What does it mean to belong, and consequently, to belong no more? In the myriad ways in which belonging is sown into imagination and law, from claims of lineage to property, one significant path is how the ideas of self are related to land. In the late nineteenth century, the British colonial government embarked on developing a new “cotton belt” in the southern Sindh desert (now in Pakistan). This was an ambitious enterprise, seeking to counter the dwindling supply of U.S. cotton after the Civil War by cutting expansive canals, halfway across the world, on flat desert land. Yet its improbability turned not on ambitious engineering schemes, but in its attempt to change the meaning of land and belonging. Entire villages (my family’s amongst them) were transplanted from the north to the desert along new canals to not only grow new crops but also to undercut the political power of local pirs (saints) by displacing their followers. As rebellions ensued over half a century, brutally suppressed each time, we see competing ways of giving meaning to land in and through depth take shape. Silt, dust, bodies, all appear as correlates of land in their depth. Scottish engineers tweak coefficients to claim keeping a silt particle afloat in the depths of the new canals. Rebel horsemen hide in dust storms to move invisibly through army strongholds. Widows swallow land deeds to disrupt transfer of property. In charting these stories of settlement and displacement, I would argue in this talk that in theaters of belonging and displacement, it is not just the regimes of surface and visibility—maps, property, systems of taxation and water distribution—that determine legitimacy, but modes of giving meaning to depth. Depth figures as an epistemology of the hidden, enabling invisible continuities between land and the various selves that seek to inhabit it.

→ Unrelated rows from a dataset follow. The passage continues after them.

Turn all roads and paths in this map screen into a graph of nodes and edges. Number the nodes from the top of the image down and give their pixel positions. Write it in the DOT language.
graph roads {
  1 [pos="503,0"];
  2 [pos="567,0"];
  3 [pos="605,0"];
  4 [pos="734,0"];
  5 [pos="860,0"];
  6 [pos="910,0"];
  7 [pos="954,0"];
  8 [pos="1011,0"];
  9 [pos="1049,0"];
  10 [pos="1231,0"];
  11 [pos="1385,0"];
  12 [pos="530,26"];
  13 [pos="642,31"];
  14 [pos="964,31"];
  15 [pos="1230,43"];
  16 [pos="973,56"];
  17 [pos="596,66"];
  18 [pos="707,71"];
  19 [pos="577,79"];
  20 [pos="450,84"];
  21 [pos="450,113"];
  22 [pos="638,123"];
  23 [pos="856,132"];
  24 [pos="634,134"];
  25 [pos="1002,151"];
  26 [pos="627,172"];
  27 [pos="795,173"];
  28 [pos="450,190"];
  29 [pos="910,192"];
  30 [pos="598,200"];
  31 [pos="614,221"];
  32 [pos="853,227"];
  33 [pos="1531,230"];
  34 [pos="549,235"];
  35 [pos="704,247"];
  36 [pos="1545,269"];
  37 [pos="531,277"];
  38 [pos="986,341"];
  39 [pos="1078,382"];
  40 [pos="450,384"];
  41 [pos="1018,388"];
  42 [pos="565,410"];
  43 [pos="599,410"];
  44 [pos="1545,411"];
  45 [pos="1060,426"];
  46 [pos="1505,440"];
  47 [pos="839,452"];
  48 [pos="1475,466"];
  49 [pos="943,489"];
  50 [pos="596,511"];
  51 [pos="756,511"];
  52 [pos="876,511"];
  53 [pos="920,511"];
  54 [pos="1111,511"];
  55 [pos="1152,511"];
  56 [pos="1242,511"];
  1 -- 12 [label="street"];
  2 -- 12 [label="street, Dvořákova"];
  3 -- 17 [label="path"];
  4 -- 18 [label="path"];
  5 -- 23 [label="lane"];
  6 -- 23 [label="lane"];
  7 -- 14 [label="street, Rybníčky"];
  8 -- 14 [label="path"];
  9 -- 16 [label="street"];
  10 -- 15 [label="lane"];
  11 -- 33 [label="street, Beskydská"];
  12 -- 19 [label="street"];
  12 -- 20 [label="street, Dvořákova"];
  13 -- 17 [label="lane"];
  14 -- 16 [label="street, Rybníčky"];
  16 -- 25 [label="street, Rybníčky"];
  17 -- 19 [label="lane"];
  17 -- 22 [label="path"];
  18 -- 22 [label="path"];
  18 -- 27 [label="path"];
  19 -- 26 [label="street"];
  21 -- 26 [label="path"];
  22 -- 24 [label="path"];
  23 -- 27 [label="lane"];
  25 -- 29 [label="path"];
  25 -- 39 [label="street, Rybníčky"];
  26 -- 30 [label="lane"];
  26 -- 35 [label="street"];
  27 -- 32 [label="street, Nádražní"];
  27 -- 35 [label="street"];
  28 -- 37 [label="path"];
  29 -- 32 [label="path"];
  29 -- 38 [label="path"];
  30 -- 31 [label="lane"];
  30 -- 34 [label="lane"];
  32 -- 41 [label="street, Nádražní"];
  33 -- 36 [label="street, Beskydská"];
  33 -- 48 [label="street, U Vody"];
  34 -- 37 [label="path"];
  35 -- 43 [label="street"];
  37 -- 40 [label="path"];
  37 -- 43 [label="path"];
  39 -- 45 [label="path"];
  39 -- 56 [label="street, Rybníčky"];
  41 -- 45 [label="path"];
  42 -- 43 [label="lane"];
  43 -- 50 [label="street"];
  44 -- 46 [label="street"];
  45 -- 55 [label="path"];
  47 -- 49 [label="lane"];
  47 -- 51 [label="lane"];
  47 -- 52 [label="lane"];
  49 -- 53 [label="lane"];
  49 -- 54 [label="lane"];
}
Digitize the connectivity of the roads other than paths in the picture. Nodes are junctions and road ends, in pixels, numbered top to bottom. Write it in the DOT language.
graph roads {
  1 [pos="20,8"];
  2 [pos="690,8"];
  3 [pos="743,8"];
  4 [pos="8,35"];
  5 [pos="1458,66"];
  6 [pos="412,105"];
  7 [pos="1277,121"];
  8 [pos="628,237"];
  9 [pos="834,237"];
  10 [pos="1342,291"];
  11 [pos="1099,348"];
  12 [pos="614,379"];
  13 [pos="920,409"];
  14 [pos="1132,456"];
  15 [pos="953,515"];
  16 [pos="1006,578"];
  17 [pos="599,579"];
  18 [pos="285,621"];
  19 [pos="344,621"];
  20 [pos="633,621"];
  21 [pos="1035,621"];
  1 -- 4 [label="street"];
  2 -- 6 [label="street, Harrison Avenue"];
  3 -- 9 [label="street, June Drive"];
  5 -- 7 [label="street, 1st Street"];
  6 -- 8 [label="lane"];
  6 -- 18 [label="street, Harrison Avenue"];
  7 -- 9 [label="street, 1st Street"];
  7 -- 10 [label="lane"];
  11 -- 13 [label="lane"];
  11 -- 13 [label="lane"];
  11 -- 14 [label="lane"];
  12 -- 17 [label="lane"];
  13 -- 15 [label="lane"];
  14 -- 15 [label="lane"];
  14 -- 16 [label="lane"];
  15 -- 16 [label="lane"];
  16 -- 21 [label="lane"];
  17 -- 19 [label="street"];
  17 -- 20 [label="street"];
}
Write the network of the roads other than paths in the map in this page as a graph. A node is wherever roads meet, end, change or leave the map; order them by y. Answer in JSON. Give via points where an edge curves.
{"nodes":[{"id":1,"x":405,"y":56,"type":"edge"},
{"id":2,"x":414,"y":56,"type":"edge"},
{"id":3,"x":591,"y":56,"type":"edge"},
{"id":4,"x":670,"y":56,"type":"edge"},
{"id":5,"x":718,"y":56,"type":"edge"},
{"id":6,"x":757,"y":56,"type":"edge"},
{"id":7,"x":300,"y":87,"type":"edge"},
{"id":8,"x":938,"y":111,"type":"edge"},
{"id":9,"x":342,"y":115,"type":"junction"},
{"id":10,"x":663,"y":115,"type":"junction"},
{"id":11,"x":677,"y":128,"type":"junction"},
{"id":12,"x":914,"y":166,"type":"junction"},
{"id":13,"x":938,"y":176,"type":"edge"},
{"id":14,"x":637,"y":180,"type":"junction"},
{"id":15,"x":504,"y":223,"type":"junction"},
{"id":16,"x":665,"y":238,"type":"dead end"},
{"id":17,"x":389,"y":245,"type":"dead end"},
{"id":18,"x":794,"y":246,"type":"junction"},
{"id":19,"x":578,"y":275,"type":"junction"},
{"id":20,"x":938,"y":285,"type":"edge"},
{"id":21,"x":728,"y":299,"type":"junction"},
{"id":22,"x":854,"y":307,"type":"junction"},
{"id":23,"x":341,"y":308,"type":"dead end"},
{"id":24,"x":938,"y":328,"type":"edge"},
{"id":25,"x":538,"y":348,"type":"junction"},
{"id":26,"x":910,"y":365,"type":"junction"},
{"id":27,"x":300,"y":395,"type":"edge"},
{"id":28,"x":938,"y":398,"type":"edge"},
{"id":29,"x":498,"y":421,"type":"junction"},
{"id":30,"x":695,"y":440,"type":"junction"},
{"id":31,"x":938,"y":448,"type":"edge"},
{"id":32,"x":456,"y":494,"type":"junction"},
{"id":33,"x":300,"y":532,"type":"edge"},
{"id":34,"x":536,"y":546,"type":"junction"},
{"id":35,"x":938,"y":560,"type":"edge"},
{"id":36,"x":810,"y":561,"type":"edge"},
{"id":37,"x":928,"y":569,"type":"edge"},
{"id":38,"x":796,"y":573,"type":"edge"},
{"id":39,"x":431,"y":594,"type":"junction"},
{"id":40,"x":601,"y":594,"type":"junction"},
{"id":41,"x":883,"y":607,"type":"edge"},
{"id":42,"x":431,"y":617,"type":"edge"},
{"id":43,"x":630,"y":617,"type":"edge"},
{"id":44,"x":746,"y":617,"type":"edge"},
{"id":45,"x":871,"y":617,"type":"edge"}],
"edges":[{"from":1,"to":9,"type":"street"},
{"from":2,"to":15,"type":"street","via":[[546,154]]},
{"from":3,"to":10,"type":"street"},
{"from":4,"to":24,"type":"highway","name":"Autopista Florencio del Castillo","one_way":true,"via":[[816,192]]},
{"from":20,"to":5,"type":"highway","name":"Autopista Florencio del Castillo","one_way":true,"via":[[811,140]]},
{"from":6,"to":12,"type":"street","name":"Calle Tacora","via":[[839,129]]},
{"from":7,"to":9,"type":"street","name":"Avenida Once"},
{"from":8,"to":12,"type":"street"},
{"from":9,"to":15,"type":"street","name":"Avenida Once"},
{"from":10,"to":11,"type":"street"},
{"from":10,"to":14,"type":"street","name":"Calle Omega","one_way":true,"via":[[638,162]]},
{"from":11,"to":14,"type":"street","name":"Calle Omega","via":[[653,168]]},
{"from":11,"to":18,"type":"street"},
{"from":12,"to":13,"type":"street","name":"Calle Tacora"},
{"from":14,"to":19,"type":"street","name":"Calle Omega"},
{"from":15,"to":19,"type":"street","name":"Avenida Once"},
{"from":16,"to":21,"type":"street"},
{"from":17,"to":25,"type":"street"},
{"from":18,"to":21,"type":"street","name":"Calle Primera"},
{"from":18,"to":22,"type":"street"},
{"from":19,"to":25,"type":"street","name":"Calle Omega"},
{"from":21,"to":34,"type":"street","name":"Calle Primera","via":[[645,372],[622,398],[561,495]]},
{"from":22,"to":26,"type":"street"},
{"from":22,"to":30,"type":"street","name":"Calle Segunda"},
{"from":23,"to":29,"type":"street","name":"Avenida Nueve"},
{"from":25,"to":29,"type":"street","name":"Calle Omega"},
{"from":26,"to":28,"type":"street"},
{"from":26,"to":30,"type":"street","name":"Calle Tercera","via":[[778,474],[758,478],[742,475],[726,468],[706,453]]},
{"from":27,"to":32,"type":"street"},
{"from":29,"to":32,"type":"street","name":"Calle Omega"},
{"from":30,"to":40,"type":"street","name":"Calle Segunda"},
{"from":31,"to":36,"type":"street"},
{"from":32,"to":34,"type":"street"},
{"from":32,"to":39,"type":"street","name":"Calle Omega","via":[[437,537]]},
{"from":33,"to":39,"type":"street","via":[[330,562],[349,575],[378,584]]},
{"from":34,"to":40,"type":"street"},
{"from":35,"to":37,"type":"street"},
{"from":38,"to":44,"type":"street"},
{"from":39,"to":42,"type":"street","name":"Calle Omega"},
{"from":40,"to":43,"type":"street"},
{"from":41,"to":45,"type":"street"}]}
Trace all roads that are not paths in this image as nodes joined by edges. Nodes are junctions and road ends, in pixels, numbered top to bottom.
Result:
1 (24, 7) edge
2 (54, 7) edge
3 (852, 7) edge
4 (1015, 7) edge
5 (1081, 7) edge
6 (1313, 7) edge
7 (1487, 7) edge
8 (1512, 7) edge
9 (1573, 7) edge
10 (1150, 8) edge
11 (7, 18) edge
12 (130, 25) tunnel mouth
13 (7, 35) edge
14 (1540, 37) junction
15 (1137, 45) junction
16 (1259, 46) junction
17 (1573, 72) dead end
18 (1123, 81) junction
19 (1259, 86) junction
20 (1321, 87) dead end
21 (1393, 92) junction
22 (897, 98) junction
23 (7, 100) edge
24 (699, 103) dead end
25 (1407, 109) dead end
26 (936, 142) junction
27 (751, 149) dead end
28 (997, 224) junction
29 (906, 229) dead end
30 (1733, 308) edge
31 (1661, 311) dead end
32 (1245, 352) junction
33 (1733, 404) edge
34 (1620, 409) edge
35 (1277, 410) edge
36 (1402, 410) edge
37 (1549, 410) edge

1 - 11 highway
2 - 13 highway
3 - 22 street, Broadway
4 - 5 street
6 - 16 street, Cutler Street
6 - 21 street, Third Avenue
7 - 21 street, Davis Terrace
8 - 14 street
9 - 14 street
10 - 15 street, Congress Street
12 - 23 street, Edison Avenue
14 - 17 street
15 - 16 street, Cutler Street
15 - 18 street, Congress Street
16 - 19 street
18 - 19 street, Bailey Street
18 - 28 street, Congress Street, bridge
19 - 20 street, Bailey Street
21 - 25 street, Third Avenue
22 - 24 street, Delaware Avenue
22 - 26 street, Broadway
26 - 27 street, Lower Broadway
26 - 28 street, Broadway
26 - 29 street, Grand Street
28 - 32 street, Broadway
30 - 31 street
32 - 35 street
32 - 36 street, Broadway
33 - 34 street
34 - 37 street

Ijlal Muzaffar is an associate professor of Modern Architectural History in the Theory and History of Art and Design department and graduate program director of the MA in Global Arts and Cultures program at RISD. His work has appeared widely in edited volumes, biennale catalogues and peer-reviewed journals. He is a founding member of the architectural history research collaborative and publishing platform Aggregate. His first book, The Periphery Within: Modern Architecture and the Making of the Third World (University of Texas Press: forthcoming, 2022) looks at how modern architects and planners played a critical role in shaping the discourse on Third World development and its associated structures of power after World War II. Muzaffar is a visiting professor at Columbia GSAPP in Fall 2022.